### Information shown ###
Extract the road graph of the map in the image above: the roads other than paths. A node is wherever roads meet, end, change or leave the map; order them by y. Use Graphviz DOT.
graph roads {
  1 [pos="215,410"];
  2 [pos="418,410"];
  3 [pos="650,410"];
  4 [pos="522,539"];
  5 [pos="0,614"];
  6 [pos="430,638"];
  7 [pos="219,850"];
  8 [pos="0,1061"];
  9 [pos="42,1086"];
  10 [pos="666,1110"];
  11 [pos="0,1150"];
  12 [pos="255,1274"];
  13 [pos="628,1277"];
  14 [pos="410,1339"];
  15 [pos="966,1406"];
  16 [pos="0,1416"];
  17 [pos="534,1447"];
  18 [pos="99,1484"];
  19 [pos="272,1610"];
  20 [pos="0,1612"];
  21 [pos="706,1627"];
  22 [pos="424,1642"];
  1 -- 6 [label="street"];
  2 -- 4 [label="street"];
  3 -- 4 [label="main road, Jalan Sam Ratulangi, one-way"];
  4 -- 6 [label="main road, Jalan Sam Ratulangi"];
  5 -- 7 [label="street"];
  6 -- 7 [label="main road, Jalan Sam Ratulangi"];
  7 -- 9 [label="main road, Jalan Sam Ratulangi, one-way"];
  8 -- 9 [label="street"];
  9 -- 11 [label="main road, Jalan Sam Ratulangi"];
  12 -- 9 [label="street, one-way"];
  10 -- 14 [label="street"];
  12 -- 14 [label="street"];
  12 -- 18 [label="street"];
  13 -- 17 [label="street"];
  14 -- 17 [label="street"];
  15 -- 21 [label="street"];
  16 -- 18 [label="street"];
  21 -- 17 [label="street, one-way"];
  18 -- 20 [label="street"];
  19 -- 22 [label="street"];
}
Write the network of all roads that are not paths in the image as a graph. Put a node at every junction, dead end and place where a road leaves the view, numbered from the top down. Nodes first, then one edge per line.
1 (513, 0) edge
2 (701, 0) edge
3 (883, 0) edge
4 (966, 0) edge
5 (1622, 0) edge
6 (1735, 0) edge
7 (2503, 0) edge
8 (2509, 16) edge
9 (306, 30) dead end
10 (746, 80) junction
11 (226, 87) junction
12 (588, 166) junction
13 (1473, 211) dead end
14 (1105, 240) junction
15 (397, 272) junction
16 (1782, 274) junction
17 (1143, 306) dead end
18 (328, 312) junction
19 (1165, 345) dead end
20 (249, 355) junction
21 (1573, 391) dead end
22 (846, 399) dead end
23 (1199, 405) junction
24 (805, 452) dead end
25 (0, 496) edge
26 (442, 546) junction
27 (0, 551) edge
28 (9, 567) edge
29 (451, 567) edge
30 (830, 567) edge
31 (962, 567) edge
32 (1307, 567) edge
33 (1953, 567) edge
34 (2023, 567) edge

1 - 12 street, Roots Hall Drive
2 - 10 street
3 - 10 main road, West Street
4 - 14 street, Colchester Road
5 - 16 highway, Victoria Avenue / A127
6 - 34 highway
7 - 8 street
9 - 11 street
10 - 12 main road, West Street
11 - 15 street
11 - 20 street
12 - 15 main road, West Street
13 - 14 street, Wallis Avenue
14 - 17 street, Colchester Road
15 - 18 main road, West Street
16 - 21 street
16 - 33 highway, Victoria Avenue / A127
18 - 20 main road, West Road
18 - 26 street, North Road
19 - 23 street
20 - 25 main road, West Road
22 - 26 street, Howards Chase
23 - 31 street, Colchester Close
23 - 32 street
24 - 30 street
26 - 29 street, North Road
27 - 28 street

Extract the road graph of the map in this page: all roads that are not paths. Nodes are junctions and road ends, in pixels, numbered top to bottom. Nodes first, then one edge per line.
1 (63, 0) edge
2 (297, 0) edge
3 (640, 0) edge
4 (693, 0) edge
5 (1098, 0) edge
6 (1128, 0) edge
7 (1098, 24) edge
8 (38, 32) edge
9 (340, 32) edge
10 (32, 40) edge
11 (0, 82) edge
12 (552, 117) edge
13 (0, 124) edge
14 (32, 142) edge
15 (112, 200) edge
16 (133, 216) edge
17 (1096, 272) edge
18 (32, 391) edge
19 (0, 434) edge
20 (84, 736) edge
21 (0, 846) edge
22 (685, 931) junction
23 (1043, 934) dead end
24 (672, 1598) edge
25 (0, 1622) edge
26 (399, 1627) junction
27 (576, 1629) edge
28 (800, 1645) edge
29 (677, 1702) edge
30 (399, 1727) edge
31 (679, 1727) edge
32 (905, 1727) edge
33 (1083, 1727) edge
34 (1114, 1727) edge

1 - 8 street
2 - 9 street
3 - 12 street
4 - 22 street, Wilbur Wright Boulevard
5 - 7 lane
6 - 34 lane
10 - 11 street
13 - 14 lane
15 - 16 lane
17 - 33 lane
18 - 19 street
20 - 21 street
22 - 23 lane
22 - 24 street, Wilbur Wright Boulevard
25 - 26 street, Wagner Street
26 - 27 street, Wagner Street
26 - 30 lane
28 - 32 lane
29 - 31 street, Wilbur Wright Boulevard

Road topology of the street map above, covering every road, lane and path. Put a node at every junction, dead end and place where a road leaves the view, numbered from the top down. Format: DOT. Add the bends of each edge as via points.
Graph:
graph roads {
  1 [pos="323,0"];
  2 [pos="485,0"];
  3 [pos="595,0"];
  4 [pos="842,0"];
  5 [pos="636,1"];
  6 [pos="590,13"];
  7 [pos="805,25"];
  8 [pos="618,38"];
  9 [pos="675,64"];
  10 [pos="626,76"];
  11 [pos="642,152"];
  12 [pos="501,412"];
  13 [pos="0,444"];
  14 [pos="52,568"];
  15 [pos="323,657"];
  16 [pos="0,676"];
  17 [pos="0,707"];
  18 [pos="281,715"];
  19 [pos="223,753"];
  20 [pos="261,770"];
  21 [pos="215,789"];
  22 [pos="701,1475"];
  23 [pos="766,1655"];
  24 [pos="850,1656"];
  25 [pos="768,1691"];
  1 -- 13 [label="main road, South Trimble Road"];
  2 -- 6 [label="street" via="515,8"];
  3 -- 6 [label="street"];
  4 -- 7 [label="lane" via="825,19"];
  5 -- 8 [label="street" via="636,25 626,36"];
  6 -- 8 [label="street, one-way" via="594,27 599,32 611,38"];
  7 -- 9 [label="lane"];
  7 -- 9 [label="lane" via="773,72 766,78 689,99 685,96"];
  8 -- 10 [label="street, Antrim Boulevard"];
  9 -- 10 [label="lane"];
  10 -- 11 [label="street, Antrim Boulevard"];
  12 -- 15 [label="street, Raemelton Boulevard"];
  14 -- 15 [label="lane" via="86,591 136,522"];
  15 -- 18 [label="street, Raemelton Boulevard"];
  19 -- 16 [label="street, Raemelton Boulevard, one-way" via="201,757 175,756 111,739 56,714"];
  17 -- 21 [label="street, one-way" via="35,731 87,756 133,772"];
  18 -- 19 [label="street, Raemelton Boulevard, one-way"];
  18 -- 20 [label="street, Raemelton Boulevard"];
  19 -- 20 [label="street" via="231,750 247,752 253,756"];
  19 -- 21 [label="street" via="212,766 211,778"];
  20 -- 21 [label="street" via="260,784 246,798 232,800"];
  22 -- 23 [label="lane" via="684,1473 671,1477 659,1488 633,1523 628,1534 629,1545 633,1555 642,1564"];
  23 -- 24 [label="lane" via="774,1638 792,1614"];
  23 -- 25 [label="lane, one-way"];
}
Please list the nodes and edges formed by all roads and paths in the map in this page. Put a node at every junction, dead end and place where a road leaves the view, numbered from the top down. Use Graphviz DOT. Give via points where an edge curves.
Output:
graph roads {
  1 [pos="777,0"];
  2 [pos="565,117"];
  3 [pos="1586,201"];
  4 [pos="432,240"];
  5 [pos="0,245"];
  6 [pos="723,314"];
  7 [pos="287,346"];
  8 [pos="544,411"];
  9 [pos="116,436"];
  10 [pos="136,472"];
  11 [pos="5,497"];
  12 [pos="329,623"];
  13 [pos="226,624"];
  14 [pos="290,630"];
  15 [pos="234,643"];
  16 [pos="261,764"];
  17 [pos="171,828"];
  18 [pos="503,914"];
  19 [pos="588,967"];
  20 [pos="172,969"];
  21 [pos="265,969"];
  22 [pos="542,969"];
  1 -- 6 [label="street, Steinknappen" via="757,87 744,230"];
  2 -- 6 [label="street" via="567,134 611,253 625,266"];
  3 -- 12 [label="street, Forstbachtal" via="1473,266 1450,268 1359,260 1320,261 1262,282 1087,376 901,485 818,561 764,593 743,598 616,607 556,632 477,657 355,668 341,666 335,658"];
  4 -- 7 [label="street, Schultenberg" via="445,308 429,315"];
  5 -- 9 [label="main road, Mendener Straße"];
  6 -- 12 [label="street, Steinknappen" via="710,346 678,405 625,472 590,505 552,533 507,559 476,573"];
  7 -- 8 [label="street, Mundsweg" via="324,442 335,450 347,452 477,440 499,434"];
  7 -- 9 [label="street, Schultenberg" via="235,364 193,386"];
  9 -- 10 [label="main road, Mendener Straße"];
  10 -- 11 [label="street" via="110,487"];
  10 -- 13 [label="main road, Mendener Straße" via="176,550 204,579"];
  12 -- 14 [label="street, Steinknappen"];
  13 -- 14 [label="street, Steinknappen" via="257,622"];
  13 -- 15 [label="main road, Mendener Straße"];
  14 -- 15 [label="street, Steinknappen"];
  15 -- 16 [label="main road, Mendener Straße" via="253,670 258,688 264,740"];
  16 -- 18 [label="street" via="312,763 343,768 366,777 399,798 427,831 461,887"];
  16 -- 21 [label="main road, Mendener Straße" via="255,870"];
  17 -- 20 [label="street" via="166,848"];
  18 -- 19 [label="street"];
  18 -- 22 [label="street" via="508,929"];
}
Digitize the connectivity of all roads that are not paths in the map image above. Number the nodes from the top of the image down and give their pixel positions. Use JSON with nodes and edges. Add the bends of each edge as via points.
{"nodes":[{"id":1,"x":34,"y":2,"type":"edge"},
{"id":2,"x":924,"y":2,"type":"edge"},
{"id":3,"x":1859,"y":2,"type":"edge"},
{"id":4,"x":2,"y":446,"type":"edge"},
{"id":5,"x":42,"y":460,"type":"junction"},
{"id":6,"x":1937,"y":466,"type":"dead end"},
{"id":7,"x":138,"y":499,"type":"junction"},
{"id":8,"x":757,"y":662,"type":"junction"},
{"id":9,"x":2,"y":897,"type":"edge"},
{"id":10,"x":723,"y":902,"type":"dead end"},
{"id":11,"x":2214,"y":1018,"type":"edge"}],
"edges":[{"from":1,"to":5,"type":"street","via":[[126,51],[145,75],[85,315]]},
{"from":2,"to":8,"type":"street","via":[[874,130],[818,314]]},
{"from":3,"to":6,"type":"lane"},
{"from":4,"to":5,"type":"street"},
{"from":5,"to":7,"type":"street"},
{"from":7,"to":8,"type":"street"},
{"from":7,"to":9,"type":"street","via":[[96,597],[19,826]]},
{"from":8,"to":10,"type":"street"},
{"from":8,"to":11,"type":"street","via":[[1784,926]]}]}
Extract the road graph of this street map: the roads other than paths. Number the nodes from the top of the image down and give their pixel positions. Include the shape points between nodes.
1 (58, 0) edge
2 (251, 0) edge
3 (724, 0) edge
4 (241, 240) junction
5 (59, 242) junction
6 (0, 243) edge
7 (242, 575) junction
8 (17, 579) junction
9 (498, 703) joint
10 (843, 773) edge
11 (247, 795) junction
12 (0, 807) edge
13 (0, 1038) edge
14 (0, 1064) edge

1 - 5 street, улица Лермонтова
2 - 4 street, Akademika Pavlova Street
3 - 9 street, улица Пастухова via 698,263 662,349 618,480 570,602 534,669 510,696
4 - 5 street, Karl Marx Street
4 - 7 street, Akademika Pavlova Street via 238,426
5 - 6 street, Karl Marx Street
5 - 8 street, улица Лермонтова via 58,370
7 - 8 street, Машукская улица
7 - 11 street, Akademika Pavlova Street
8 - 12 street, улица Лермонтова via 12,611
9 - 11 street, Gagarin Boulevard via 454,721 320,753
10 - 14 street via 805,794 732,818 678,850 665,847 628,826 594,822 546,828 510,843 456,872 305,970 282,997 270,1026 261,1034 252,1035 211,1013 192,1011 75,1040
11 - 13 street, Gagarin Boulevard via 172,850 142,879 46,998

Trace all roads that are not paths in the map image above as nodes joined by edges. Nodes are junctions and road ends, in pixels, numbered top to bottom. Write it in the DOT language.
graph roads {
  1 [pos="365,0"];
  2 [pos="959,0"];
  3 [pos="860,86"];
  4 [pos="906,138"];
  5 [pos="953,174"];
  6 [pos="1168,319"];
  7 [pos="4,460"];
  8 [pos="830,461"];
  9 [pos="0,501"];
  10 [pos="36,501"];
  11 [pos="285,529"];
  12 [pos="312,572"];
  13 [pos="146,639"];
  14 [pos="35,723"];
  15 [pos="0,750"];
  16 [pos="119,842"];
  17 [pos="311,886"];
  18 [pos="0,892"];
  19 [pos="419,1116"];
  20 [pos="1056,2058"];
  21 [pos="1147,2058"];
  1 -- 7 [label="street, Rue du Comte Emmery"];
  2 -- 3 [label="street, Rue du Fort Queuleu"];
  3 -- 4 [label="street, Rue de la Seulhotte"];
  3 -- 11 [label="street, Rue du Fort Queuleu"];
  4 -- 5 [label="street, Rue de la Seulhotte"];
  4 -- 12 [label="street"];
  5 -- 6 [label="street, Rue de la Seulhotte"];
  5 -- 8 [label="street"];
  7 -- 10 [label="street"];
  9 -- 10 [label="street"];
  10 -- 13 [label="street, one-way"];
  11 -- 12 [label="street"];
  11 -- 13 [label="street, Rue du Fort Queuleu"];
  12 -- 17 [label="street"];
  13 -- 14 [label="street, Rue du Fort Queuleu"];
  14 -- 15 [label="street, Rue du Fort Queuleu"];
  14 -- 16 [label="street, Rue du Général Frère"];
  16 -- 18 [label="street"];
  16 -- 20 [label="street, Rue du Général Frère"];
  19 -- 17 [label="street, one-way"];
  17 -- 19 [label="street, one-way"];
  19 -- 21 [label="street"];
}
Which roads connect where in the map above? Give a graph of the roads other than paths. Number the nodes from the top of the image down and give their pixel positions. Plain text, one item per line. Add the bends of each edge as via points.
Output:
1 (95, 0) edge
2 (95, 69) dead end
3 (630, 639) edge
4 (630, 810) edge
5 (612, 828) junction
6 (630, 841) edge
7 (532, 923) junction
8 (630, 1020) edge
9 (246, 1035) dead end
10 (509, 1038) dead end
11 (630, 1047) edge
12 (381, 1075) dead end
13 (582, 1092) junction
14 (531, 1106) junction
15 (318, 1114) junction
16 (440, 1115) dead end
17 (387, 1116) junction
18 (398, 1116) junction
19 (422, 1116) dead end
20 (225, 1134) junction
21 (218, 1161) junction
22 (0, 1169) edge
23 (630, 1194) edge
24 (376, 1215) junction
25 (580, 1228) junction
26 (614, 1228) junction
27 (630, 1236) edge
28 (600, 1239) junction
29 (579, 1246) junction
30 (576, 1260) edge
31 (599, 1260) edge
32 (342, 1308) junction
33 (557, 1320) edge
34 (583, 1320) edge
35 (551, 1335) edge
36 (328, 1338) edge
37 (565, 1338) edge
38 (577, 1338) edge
###
• Task item:
Say how many lines in the listing above hold "bends". Give the number only.

• Expected output:
3